Historic Royal Palaces

Historic Royal Palaces
United Kingdom

The painted panels in the Wolsey Closet at Hampton Court are surviving fragments from more than one set of early 16th-century paintings telling the story of The Passion of Christ. The account of Christ's last days before his crucifixion was well known to all Christians and visual representations of this story could be seen in churches and important buildings across Europe. Artists followed accepted ways of portraying the events, often repeating the same elements of the story in order to meet the demands of religious and secular patrons who wanted to display visual proof of their own piety and faith.

The painted panels inserted into the south wall of the Wolsey Closet represent two scenes. The Flagellation shows the beginning of Christ's physical suffering on the road to his crucifixion: it was part of the Roman custom for a man sentenced to death to be whipped before he was crucified. There are distinct similarities in this painting with Sebastiano del Piombo's 1516 fresco of the same subject in Montorio in Italy, suggesting an Italian artist may have been responsible for some of the Wolsey Closet panels. Bartolommeo Penni was a 'Serjeant Painter' to Henry VIII in the 1530s and may be a candidate as The Flagellation has some resemblance to the work of his brother, Giovan Francesco Penni, in Santa Prassede, Rome.

The scene of The Last Supper represents the earlier moment in the story when Christ's disciples react to his sudden declaration that one of them is about to betray him. Such a painting is both a work of historic imagination and a reminder to Christians about their devotional responsibilities. The design is possibly copied from a well-known woodcut by the German artist Albrecht Dürer, suggesting that the unknown painter may have come from northern Europe. All the other paintings in the Wolsey Closet show Italian influences in their designs, and this is the only panel in the room which has not been re-used: conservation of the panels in the 1960s revealed earlier artworks of similar themes, dating from the late 15th or early 16th-centuries, underneath the visible paintings; the figure of a praying man on the left of this arrangement is one such artwork. This all suggests that The Last Supper was originally part of a separate series.

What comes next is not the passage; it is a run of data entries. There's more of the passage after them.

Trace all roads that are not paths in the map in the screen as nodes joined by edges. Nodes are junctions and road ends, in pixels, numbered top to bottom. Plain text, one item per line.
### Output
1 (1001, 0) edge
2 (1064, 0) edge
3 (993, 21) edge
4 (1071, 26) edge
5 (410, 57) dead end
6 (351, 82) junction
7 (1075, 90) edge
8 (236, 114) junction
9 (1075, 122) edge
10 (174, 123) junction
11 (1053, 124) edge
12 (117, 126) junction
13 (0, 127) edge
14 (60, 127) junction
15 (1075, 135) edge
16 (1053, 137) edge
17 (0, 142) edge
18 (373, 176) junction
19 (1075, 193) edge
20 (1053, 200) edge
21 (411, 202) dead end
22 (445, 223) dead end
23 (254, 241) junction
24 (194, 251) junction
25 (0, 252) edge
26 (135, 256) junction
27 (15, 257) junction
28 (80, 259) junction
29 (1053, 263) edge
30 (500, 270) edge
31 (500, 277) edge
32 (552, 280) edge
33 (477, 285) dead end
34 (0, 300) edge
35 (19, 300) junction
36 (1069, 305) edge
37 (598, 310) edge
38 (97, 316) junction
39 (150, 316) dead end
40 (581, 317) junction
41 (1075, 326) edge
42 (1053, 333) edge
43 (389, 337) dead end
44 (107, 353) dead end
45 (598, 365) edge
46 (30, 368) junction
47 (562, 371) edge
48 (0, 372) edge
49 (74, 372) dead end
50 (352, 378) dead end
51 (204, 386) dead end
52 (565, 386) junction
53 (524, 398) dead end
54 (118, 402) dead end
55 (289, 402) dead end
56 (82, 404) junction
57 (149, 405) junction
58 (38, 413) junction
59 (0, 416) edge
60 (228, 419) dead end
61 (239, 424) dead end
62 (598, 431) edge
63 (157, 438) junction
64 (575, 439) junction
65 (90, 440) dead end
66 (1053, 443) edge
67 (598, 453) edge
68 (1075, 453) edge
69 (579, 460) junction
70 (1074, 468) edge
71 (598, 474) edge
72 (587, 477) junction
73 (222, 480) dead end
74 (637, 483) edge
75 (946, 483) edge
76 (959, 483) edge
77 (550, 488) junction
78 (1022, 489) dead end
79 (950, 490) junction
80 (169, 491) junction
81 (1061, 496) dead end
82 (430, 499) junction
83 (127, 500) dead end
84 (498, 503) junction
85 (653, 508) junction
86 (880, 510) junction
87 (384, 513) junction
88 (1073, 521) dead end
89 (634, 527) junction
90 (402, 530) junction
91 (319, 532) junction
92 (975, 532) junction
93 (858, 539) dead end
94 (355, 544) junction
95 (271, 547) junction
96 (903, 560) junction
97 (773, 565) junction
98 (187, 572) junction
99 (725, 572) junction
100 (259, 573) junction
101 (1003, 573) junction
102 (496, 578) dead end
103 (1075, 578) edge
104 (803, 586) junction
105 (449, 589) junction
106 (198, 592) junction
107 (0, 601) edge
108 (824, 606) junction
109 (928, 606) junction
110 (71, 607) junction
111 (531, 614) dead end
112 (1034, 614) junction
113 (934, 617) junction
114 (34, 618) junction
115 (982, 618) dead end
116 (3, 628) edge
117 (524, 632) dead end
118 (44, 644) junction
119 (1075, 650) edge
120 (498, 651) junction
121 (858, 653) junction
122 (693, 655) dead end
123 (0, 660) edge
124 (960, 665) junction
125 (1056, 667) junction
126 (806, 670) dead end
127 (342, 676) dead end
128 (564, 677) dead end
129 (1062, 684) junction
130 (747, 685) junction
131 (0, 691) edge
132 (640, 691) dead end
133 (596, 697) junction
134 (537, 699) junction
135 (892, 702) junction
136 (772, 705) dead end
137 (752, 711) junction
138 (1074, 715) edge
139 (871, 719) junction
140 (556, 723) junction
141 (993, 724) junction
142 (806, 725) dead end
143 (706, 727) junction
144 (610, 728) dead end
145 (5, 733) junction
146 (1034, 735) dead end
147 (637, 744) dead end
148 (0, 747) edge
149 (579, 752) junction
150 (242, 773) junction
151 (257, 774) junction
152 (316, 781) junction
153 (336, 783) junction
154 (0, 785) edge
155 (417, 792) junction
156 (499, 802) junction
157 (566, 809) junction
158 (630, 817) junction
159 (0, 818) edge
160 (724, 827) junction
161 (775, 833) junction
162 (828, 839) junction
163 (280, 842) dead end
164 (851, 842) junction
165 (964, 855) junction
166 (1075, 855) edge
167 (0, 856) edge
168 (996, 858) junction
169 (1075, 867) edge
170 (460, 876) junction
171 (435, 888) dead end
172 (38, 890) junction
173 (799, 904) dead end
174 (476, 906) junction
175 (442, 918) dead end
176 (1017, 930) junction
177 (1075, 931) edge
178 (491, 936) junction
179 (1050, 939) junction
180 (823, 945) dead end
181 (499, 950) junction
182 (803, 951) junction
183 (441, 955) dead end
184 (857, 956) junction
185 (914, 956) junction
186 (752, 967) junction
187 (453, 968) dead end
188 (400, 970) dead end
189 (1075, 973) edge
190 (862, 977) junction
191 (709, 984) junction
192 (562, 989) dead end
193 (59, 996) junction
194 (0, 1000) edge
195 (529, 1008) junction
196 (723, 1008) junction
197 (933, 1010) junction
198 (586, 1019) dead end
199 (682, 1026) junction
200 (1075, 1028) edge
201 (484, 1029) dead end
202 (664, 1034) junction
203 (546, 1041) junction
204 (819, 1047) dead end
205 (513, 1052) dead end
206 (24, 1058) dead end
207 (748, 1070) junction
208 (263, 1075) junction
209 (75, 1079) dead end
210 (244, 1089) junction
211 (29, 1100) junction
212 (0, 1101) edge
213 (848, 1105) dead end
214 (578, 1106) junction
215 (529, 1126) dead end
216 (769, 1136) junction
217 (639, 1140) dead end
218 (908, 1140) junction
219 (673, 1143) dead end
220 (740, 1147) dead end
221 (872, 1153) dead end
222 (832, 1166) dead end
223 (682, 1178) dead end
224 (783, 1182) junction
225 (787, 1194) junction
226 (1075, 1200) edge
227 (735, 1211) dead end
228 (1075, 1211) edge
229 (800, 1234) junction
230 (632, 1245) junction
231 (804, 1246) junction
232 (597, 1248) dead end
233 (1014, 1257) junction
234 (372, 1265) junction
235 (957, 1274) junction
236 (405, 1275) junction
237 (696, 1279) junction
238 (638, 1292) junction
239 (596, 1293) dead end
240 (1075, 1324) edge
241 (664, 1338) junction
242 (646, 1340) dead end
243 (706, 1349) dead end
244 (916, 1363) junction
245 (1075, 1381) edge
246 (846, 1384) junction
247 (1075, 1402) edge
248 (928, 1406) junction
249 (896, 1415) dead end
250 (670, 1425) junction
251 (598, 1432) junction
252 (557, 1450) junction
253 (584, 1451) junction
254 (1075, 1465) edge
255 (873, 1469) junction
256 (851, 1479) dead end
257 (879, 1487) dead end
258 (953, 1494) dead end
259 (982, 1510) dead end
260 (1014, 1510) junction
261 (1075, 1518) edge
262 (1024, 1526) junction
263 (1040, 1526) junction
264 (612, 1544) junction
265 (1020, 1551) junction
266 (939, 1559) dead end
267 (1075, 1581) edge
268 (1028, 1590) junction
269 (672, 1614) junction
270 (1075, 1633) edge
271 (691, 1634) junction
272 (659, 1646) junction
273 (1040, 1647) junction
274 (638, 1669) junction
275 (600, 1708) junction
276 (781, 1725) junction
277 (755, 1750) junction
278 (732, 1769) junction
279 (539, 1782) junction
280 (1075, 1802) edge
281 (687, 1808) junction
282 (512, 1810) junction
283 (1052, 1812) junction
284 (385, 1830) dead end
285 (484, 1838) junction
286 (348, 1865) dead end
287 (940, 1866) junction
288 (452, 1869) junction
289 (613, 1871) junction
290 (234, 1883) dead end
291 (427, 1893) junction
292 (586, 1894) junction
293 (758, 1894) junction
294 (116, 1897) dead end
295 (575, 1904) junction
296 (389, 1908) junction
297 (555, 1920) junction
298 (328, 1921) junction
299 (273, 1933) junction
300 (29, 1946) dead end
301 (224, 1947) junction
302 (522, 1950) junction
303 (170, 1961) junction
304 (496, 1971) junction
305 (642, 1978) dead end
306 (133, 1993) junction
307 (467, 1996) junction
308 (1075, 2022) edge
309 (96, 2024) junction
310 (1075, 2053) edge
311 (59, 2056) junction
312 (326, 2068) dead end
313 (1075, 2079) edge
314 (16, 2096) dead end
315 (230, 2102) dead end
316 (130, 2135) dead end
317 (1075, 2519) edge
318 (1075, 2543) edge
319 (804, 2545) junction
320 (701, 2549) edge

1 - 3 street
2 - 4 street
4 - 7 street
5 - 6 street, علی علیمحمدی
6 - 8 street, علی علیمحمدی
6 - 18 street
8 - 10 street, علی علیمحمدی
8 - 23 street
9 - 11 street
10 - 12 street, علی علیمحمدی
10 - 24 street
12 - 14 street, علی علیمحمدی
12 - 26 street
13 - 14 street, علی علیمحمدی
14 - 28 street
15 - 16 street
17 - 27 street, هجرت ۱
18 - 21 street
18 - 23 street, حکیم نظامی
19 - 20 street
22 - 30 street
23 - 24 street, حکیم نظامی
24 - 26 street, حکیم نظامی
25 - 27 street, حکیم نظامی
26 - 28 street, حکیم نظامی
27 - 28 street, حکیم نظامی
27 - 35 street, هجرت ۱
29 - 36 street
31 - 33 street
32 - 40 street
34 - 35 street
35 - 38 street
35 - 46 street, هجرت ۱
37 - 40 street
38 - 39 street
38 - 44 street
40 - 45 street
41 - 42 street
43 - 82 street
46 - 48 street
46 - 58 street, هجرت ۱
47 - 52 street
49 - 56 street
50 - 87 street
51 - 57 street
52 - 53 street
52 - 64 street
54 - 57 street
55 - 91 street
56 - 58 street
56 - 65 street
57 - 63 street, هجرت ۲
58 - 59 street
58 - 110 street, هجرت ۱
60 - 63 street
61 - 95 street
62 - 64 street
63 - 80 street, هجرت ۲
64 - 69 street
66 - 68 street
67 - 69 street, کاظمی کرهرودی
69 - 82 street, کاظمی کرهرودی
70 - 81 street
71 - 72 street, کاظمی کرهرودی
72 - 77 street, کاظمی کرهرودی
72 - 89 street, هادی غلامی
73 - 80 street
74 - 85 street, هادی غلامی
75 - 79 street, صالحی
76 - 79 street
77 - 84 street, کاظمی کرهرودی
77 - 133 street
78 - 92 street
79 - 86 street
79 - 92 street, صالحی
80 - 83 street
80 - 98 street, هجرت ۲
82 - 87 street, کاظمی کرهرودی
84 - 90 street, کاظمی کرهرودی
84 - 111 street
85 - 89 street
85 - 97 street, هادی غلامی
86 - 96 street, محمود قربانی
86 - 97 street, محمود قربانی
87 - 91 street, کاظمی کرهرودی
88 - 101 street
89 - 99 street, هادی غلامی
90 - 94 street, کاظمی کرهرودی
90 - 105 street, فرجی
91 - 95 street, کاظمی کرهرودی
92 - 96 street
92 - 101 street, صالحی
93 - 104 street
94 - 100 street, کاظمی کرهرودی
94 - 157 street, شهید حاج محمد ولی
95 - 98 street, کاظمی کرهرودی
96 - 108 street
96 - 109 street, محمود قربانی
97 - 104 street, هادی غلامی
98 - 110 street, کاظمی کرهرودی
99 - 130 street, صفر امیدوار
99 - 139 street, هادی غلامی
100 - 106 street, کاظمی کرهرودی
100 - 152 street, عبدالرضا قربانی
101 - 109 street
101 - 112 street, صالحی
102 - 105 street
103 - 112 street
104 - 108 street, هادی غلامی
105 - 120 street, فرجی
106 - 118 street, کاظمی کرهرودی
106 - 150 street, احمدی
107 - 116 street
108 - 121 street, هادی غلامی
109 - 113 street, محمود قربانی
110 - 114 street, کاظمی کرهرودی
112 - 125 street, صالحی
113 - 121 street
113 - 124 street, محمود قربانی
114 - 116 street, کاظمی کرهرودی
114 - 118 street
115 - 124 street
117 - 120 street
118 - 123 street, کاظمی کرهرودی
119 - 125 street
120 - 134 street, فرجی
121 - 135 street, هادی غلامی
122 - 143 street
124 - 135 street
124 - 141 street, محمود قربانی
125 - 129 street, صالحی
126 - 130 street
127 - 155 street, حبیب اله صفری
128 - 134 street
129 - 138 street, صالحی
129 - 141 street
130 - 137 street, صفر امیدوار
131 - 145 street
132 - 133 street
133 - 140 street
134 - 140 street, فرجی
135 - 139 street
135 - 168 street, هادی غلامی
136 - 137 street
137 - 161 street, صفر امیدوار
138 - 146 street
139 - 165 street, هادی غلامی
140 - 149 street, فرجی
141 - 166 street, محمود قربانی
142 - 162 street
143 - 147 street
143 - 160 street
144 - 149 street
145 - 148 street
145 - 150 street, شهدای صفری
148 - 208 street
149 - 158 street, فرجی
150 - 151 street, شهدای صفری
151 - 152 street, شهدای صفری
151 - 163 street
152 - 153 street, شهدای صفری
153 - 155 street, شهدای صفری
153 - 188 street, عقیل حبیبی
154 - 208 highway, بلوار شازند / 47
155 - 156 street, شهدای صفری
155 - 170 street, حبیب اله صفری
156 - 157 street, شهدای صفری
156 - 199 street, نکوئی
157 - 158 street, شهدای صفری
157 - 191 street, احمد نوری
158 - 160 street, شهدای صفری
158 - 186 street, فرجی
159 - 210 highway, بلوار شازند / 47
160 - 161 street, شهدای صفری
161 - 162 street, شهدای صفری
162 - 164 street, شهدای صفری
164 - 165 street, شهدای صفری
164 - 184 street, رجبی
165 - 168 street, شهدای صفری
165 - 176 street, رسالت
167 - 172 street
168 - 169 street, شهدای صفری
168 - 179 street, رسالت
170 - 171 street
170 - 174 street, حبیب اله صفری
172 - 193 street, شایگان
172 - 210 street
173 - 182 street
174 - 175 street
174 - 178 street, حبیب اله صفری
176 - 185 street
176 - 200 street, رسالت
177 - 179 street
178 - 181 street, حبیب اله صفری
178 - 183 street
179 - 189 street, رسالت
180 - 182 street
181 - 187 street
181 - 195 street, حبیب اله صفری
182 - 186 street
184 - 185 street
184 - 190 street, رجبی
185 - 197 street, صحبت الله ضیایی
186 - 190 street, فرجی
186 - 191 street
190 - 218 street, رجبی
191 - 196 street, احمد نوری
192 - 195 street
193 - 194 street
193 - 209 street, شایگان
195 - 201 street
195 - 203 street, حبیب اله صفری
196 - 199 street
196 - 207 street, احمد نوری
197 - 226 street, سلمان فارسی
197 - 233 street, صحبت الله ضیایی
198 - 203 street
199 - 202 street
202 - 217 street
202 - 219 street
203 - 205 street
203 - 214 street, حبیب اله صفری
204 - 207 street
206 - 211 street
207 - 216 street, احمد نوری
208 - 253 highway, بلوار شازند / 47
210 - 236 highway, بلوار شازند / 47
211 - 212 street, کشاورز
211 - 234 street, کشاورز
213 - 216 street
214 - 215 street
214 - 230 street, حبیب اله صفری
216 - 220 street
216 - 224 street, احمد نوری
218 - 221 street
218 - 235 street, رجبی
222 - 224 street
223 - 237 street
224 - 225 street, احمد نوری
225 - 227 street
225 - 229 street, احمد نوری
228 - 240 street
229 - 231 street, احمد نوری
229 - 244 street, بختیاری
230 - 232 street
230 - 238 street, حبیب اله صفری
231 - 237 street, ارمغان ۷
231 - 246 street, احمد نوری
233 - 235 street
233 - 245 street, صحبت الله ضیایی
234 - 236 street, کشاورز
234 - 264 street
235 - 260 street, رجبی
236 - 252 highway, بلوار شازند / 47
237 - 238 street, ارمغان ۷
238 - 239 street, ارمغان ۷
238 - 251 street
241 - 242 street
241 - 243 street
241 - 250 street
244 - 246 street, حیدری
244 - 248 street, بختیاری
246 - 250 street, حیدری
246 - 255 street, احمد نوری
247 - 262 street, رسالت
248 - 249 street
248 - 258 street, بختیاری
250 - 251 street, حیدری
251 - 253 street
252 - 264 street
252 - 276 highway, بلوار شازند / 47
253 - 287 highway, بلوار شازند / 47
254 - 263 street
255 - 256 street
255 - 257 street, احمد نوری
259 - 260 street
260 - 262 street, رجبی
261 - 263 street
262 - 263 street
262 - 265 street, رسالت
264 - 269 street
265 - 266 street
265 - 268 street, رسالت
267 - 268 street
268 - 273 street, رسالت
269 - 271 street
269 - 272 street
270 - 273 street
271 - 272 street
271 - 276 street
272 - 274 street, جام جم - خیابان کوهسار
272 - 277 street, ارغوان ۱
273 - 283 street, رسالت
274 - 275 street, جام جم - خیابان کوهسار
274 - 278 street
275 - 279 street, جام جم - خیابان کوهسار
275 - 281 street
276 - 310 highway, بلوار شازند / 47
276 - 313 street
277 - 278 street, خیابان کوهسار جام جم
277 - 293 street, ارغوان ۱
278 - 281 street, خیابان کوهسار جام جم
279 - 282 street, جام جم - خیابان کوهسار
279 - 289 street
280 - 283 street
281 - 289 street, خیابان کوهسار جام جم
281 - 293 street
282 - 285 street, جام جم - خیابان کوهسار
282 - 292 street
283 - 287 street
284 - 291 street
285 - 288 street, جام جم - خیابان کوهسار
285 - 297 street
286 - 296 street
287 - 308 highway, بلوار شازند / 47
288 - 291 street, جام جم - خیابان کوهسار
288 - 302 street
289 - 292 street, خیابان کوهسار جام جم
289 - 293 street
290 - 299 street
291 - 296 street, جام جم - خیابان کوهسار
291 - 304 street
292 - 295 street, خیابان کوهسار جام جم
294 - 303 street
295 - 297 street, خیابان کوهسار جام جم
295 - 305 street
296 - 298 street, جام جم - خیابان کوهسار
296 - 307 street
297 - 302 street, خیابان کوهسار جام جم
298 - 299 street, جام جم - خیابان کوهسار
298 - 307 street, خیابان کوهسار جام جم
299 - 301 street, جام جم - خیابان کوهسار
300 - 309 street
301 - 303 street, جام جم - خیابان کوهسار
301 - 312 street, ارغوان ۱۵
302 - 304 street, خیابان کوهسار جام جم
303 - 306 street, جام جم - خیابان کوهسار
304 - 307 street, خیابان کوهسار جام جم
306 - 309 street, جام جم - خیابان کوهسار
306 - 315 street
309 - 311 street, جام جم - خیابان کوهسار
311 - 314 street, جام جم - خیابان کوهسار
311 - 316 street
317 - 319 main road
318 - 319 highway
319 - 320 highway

The panels have been in the Wolsey Closet at Hampton Court since at least the early 1700s, but could have been assembled from more than one other location and cut down to fit their new home. The artists, of both the earlier and later paintings, may have come from continental Europe, attracted to the courts of Henry VII or Henry VIII when the Tudor monarchs were seeking to establish and celebrate their supremacy through the expression of artistic and cultural magnificence.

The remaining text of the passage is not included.